Peter Paul Rubens, The Three Graces (1630–35). Courtesy of Wikimedia Commons.

“It’s worth pointing out at this juncture that this is not an accidental photograph,” she points out. “What this is is a painting, which makes this”—she points to the central figure’s rear—”a decision, a decision that a man made and spent time on.”

 

On the Top Sexist Art Historical Tropes

Toward the end of the special, Gadsby returns to the art history lecture format to revisit a few other sexist tropes, including, in her words, the second most popular hobby among women (other than gathering naked in groups of three): being chained to rocks.

Various versions of Andromeda chained to a rock by Annibale Carracci and Domenichino, (1597); Rembrandt (ca. 1630); Rodin (1887); and Giorgio Vasari, (1570–75). Courtesy Wikimedia Commons.

She also points out art history’s many scenes of men enjoying showers of breast milk…

Left, Master I.A.M. van Zwolle’s The Lactation of St. Bernard (1470–85) and Alonso Cano’s St. Bernard and the Virgin (1645–52). Courtesy of Wikimedia Commons.

…and of course, the all-time classic: nude women frolicking amongst a bevy of fully suited men.

Gustav Courbet’s The Painter’s Studio (1855), featuring a nude woman amongst a room full of clothed men. Courtesy Wikimedia Commons.

On the Opportunity to See Ourselves in Art

The broader special revolves around the impact Gadsby’s recent autism diagnosis has had on her ability to see her own life experiences—and the unorthodox way she thinks—through a new lens. For her, having autism is a lot like being the only sober person at a party full of drunks and feeling perpetually out of place—much like the black-swathed woman depicted in Giotto’s The Meeting at the Golden Gate (1304–6), who pulls up her cloak in discomfort in the face of serious PDA.

Giotto’s The Meeting at the Golden Gate (1304–06), featuring a woman Gadsby identifies with.

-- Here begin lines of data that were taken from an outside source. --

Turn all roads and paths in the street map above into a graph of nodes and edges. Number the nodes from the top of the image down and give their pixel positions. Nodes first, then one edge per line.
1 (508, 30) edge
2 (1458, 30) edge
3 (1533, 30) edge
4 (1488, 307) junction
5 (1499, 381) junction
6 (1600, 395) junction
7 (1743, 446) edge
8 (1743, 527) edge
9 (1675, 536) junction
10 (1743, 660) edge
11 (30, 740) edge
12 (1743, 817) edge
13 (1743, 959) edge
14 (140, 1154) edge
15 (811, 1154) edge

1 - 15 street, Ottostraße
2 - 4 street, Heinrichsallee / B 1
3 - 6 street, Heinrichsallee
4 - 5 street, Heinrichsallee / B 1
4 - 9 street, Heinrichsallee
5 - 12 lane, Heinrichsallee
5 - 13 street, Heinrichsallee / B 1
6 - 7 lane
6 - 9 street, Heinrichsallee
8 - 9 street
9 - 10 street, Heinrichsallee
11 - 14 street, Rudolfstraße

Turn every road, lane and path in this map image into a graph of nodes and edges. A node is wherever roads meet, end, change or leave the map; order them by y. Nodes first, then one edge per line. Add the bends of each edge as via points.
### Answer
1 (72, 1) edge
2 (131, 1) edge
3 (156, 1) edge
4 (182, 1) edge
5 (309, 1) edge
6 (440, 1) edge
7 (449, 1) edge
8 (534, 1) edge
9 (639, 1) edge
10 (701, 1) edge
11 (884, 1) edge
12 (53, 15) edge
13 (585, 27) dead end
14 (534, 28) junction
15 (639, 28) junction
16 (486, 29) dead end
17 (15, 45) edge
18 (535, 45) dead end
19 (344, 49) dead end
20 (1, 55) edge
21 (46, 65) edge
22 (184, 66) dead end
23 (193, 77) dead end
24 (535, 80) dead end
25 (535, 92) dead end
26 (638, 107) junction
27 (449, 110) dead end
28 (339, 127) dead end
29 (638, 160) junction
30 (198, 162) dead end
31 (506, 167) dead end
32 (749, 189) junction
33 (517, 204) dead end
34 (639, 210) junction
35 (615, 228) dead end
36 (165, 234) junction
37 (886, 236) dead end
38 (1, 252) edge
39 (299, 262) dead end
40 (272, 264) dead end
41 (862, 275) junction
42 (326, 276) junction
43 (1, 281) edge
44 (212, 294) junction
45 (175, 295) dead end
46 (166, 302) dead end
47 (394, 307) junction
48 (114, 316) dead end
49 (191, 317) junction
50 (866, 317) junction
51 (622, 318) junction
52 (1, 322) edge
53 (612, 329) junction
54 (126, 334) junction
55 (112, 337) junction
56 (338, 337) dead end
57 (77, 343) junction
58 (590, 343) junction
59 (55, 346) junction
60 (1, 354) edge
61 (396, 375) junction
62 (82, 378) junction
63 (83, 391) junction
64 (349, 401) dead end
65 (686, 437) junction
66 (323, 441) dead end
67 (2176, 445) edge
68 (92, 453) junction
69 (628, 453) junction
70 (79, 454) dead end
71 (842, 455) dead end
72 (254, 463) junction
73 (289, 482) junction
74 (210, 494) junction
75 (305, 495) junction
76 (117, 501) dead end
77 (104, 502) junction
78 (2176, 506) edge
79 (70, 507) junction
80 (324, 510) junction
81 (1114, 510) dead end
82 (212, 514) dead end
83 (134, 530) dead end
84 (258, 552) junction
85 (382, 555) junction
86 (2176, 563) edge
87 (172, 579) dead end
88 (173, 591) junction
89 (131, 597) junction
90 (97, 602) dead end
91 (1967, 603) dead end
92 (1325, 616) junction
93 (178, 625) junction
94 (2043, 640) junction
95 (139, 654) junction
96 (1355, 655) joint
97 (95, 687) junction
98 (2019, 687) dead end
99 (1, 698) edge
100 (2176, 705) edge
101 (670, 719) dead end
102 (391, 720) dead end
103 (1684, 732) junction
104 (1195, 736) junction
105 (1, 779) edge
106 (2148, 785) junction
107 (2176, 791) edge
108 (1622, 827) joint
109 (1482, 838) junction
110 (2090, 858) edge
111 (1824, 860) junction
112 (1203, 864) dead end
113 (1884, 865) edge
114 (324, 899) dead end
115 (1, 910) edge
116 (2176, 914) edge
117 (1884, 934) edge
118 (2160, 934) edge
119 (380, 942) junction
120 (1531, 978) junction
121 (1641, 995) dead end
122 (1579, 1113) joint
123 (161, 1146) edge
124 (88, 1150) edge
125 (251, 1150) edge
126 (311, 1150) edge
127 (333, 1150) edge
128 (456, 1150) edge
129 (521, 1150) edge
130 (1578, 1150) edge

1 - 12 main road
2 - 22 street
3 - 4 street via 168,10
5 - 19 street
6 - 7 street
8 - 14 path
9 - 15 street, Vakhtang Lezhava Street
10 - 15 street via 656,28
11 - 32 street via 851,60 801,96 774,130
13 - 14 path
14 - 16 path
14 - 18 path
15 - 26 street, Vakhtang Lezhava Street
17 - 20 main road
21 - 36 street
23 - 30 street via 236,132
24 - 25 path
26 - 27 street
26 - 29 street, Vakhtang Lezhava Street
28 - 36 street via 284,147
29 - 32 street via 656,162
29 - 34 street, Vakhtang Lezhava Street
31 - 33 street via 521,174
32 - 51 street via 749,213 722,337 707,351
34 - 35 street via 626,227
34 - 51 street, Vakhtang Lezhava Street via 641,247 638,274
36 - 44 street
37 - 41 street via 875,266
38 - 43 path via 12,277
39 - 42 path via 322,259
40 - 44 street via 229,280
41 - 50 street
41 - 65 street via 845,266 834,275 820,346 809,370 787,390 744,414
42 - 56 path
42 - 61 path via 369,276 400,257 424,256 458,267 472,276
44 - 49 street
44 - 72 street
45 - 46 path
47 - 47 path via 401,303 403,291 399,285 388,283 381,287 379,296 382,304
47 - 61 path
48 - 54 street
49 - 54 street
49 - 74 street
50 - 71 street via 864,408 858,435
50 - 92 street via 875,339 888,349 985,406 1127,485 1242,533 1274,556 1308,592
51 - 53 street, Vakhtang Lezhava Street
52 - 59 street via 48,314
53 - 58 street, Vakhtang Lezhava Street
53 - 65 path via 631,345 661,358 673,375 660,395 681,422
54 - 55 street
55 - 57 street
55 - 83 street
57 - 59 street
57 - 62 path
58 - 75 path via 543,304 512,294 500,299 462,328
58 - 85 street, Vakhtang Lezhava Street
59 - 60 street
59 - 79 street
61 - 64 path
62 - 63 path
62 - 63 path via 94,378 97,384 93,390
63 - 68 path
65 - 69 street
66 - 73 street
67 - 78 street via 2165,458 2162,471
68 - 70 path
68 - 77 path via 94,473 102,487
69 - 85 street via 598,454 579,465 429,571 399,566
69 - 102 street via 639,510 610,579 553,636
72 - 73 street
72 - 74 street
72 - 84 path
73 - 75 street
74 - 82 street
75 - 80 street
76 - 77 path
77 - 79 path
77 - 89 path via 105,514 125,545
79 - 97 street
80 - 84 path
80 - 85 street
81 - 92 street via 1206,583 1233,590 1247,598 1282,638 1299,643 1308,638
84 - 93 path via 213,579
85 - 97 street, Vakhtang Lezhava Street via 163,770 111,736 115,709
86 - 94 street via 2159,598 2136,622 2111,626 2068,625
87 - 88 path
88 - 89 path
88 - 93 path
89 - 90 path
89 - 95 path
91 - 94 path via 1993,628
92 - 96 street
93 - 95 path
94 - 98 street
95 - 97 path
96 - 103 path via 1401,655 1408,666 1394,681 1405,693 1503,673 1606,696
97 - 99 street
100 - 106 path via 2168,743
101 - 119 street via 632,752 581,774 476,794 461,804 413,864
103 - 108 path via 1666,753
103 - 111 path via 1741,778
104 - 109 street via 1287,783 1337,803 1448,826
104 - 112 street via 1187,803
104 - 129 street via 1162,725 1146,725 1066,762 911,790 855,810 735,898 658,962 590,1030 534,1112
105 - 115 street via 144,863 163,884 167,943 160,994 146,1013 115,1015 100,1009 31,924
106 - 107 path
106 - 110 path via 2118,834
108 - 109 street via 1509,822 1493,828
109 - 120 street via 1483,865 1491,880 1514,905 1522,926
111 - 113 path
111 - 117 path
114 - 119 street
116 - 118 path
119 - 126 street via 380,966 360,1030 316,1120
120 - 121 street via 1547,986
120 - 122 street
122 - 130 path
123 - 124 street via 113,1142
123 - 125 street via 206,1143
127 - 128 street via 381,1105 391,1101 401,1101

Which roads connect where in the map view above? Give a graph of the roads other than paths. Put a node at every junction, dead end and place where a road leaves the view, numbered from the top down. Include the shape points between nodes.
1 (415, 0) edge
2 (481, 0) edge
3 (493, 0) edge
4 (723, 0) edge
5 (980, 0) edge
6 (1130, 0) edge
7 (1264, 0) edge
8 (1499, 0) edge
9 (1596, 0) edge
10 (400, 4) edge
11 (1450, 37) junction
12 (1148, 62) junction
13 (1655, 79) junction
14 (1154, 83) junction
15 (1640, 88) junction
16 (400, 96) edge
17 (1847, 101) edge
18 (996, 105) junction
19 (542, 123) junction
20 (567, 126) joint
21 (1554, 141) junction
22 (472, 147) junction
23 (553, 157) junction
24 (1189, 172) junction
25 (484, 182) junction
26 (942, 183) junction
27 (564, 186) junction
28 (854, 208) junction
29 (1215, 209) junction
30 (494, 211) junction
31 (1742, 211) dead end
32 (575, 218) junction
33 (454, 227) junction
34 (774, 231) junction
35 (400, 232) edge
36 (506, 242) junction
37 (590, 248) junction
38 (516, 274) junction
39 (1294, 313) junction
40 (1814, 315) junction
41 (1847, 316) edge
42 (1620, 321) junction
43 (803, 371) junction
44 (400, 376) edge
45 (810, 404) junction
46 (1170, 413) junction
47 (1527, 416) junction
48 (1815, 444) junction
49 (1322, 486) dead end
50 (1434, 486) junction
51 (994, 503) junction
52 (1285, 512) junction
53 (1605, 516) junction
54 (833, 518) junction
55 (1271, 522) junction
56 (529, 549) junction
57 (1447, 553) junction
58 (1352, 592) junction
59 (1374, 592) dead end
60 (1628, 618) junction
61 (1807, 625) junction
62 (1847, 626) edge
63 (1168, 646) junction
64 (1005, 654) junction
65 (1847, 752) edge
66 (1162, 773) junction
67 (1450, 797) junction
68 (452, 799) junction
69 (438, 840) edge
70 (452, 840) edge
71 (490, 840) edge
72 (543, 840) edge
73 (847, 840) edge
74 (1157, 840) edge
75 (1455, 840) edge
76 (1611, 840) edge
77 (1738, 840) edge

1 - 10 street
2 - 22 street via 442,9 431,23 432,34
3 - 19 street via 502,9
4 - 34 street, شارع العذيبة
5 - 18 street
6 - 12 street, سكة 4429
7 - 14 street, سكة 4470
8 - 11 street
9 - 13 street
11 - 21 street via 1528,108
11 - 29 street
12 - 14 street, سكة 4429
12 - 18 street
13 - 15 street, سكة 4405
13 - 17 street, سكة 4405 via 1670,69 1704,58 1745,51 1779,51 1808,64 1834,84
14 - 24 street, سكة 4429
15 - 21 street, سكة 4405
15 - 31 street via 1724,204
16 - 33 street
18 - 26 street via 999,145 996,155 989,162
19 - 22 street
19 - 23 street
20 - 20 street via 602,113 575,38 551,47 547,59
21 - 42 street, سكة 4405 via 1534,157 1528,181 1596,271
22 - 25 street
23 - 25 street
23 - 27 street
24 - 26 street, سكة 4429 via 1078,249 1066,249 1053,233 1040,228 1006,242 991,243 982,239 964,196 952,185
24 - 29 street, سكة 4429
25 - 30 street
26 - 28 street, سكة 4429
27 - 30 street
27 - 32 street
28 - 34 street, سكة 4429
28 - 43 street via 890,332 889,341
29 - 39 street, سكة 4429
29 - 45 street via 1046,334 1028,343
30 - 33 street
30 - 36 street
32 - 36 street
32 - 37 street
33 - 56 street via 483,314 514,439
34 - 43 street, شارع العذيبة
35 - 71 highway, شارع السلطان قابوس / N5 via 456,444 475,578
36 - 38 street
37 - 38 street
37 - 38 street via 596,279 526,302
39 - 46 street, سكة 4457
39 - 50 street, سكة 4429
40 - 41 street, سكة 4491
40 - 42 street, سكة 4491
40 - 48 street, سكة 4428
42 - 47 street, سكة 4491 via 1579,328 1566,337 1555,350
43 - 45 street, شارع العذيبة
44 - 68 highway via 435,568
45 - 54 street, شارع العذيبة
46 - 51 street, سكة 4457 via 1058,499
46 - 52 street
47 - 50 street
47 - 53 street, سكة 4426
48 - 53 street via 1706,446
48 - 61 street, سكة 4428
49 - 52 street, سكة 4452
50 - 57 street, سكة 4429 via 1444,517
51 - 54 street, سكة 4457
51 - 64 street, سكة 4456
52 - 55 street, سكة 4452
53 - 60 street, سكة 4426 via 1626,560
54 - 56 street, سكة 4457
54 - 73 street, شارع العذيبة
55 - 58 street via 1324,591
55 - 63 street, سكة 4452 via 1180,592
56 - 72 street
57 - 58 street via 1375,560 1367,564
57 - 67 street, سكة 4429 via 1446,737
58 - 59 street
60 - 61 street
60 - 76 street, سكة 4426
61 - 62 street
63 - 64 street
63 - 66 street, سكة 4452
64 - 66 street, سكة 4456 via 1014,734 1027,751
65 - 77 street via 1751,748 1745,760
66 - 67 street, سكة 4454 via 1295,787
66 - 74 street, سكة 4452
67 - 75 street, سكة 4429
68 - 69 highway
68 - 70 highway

Despite a few “gimme” jokes that poke fun at the gigantic babies that predated any real understanding of perspective and the prevalence of disembodied genitals that pepper art history, the takeaway from Gadsby’s sophomore special is that even when that history seemingly has no bearing on the present day, understanding how stereotypes and beauty ideals have persisted over the centuries does, in fact, have merit—and for Gadsby at least, the ability to see art differently has formed the foundation of a pretty special career.